:: Given entries ::

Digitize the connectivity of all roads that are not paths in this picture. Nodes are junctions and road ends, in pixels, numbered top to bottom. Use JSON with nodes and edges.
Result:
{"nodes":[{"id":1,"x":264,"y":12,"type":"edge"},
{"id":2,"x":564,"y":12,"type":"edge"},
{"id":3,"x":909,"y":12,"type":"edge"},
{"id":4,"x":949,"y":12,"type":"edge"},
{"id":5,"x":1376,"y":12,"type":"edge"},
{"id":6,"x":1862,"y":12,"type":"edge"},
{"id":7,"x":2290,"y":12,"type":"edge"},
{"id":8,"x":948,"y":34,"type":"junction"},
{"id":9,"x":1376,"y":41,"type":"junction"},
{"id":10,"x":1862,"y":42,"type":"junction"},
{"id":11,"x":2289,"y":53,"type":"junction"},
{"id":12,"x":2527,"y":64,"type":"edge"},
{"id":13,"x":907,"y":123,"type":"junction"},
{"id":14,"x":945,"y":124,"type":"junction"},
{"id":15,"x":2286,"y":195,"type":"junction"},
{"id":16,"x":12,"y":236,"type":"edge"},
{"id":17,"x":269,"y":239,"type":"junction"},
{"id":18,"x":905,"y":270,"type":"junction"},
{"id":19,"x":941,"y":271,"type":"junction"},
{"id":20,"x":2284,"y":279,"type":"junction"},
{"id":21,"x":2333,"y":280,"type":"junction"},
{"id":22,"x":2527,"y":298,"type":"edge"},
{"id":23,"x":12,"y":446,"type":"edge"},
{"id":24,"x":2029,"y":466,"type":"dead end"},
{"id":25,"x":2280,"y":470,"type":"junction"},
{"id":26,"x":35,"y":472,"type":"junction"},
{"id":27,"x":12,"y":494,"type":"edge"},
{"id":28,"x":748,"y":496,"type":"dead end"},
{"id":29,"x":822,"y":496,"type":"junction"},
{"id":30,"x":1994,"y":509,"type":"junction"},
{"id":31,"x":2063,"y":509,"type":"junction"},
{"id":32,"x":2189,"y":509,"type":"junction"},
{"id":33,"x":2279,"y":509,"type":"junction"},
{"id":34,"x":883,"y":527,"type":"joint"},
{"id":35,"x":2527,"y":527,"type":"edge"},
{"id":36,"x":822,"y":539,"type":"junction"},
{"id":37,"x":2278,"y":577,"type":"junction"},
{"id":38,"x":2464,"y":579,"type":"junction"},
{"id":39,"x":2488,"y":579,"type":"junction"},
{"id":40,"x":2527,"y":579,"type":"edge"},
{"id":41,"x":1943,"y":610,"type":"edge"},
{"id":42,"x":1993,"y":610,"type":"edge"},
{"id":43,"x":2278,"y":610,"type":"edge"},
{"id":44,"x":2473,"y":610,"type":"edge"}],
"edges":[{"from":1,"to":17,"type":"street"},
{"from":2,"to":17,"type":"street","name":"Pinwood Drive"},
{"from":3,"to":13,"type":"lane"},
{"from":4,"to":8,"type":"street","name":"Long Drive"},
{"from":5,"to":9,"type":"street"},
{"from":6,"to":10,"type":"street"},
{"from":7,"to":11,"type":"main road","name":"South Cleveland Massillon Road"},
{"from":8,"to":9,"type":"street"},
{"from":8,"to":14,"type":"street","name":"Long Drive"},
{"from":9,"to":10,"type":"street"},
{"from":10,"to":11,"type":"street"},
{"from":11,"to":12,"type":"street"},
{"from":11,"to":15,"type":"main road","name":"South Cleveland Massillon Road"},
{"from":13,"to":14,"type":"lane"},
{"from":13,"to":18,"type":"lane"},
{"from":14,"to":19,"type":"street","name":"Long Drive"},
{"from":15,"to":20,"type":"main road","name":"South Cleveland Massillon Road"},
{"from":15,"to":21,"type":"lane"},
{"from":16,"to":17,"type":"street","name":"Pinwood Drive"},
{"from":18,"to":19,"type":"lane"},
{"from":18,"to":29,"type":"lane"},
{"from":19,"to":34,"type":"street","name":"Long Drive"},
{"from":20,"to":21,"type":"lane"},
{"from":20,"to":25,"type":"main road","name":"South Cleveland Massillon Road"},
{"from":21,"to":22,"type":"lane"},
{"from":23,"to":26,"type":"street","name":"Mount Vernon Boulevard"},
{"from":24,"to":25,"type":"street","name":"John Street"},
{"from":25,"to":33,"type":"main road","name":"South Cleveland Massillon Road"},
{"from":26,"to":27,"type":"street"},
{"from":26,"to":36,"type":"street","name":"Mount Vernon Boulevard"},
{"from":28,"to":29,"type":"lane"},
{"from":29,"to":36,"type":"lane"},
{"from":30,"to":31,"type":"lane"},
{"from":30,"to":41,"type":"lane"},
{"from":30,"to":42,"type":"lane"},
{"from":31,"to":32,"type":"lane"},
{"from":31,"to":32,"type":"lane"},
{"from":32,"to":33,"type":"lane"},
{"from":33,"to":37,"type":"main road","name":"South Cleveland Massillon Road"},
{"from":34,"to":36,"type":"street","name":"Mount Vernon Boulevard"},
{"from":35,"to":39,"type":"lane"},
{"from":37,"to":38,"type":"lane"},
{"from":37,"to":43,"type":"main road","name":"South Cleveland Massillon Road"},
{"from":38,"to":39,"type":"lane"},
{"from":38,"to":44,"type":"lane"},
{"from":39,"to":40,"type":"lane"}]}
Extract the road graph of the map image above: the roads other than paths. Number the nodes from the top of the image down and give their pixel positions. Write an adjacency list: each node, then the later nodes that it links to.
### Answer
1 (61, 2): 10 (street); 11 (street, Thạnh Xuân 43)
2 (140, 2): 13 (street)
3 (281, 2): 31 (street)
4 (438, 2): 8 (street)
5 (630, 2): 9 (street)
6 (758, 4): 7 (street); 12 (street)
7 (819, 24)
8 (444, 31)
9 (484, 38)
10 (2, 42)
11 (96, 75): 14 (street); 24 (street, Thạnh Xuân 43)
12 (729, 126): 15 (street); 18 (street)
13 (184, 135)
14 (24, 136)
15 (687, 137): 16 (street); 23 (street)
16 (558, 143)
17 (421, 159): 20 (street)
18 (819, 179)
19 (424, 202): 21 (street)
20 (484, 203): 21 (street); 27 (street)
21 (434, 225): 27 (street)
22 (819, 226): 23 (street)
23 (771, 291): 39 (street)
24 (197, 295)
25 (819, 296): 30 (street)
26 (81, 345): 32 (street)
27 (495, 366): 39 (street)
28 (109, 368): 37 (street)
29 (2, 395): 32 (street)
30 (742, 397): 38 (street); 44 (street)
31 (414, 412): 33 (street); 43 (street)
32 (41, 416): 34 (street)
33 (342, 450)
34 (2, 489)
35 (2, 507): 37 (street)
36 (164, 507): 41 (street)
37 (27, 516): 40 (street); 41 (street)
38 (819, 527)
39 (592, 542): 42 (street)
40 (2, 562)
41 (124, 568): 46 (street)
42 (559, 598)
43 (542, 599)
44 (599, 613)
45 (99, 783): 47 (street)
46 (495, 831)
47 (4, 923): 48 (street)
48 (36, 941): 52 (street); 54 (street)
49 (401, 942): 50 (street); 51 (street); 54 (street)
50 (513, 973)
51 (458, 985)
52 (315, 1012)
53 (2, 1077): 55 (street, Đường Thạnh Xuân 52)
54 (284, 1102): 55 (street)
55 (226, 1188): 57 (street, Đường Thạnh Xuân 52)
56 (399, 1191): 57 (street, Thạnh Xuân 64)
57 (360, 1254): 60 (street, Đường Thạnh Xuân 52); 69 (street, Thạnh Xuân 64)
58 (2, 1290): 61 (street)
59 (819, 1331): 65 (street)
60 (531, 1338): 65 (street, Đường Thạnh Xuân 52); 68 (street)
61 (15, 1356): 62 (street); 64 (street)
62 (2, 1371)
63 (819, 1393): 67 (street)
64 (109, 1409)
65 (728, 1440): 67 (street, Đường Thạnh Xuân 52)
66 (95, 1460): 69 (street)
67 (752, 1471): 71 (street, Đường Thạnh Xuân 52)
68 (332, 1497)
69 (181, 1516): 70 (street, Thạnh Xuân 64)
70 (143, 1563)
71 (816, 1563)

:::

Exercise: Going through the entries above, count the lines that have the word "Cleveland" and state that count alone.

Answer section: 7